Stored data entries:

------------------------------------------------------------------------

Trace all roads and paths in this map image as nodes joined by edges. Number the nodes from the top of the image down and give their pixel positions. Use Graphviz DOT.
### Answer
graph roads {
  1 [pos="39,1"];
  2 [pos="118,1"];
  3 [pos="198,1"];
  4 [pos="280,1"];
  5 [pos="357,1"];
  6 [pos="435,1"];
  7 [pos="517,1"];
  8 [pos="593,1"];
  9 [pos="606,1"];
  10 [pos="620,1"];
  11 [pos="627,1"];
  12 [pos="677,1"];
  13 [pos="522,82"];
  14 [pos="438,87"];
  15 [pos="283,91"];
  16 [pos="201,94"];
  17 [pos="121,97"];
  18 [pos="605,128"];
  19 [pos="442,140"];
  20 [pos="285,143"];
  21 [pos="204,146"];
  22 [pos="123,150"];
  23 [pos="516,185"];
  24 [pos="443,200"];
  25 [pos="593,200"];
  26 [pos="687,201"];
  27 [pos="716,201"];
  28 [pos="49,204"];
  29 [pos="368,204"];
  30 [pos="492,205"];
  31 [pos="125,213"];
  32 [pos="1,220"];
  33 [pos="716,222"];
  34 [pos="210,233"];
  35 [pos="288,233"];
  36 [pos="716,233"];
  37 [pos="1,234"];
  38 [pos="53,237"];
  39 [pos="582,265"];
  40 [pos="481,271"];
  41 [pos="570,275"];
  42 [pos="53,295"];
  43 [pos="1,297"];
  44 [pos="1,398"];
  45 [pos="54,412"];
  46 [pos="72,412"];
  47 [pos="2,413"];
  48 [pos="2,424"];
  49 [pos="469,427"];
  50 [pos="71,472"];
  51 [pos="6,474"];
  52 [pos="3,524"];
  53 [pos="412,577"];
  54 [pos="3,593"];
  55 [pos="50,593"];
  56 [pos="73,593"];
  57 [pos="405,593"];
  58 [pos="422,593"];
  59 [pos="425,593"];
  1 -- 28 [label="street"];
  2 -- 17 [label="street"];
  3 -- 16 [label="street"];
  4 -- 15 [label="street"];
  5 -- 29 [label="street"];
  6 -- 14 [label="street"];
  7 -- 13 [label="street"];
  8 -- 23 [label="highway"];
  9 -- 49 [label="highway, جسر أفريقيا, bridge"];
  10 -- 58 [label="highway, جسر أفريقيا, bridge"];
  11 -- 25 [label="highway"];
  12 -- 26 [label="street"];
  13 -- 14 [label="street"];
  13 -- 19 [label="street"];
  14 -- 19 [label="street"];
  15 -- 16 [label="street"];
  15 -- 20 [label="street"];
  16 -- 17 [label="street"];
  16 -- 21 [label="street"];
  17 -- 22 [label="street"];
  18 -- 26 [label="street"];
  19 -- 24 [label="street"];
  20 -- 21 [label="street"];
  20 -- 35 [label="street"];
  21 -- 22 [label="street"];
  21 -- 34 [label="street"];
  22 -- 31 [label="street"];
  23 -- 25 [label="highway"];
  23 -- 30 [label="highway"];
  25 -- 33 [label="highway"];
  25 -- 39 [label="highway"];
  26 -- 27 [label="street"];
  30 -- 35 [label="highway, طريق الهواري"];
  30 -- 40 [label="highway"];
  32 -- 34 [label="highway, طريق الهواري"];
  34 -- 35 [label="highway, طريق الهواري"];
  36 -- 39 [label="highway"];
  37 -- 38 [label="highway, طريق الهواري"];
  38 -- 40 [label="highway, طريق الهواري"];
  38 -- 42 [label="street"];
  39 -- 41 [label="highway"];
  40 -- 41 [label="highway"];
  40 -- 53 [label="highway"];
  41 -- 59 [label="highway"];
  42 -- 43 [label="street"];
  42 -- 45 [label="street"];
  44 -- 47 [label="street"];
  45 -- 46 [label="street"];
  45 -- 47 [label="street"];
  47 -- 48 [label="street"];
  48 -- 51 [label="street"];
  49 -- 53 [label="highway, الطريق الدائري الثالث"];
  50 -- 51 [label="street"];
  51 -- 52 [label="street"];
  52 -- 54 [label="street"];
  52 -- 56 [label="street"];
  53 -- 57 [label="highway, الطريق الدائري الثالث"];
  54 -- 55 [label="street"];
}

------------------------------------------------------------------------

### Description of the task
All entries are to be retyped with no difference from the original.

### Exercise output
Trace all roads and paths in this map image as nodes joined by edges. Number the nodes from the top of the image down and give their pixel positions. Use Graphviz DOT.
### Answer
graph roads {
  1 [pos="39,1"];
  2 [pos="118,1"];
  3 [pos="198,1"];
  4 [pos="280,1"];
  5 [pos="357,1"];
  6 [pos="435,1"];
  7 [pos="517,1"];
  8 [pos="593,1"];
  9 [pos="606,1"];
  10 [pos="620,1"];
  11 [pos="627,1"];
  12 [pos="677,1"];
  13 [pos="522,82"];
  14 [pos="438,87"];
  15 [pos="283,91"];
  16 [pos="201,94"];
  17 [pos="121,97"];
  18 [pos="605,128"];
  19 [pos="442,140"];
  20 [pos="285,143"];
  21 [pos="204,146"];
  22 [pos="123,150"];
  23 [pos="516,185"];
  24 [pos="443,200"];
  25 [pos="593,200"];
  26 [pos="687,201"];
  27 [pos="716,201"];
  28 [pos="49,204"];
  29 [pos="368,204"];
  30 [pos="492,205"];
  31 [pos="125,213"];
  32 [pos="1,220"];
  33 [pos="716,222"];
  34 [pos="210,233"];
  35 [pos="288,233"];
  36 [pos="716,233"];
  37 [pos="1,234"];
  38 [pos="53,237"];
  39 [pos="582,265"];
  40 [pos="481,271"];
  41 [pos="570,275"];
  42 [pos="53,295"];
  43 [pos="1,297"];
  44 [pos="1,398"];
  45 [pos="54,412"];
  46 [pos="72,412"];
  47 [pos="2,413"];
  48 [pos="2,424"];
  49 [pos="469,427"];
  50 [pos="71,472"];
  51 [pos="6,474"];
  52 [pos="3,524"];
  53 [pos="412,577"];
  54 [pos="3,593"];
  55 [pos="50,593"];
  56 [pos="73,593"];
  57 [pos="405,593"];
  58 [pos="422,593"];
  59 [pos="425,593"];
  1 -- 28 [label="street"];
  2 -- 17 [label="street"];
  3 -- 16 [label="street"];
  4 -- 15 [label="street"];
  5 -- 29 [label="street"];
  6 -- 14 [label="street"];
  7 -- 13 [label="street"];
  8 -- 23 [label="highway"];
  9 -- 49 [label="highway, جسر أفريقيا, bridge"];
  10 -- 58 [label="highway, جسر أفريقيا, bridge"];
  11 -- 25 [label="highway"];
  12 -- 26 [label="street"];
  13 -- 14 [label="street"];
  13 -- 19 [label="street"];
  14 -- 19 [label="street"];
  15 -- 16 [label="street"];
  15 -- 20 [label="street"];
  16 -- 17 [label="street"];
  16 -- 21 [label="street"];
  17 -- 22 [label="street"];
  18 -- 26 [label="street"];
  19 -- 24 [label="street"];
  20 -- 21 [label="street"];
  20 -- 35 [label="street"];
  21 -- 22 [label="street"];
  21 -- 34 [label="street"];
  22 -- 31 [label="street"];
  23 -- 25 [label="highway"];
  23 -- 30 [label="highway"];
  25 -- 33 [label="highway"];
  25 -- 39 [label="highway"];
  26 -- 27 [label="street"];
  30 -- 35 [label="highway, طريق الهواري"];
  30 -- 40 [label="highway"];
  32 -- 34 [label="highway, طريق الهواري"];
  34 -- 35 [label="highway, طريق الهواري"];
  36 -- 39 [label="highway"];
  37 -- 38 [label="highway, طريق الهواري"];
  38 -- 40 [label="highway, طريق الهواري"];
  38 -- 42 [label="street"];
  39 -- 41 [label="highway"];
  40 -- 41 [label="highway"];
  40 -- 53 [label="highway"];
  41 -- 59 [label="highway"];
  42 -- 43 [label="street"];
  42 -- 45 [label="street"];
  44 -- 47 [label="street"];
  45 -- 46 [label="street"];
  45 -- 47 [label="street"];
  47 -- 48 [label="street"];
  48 -- 51 [label="street"];
  49 -- 53 [label="highway, الطريق الدائري الثالث"];
  50 -- 51 [label="street"];
  51 -- 52 [label="street"];
  52 -- 54 [label="street"];
  52 -- 56 [label="street"];
  53 -- 57 [label="highway, الطريق الدائري الثالث"];
  54 -- 55 [label="street"];
}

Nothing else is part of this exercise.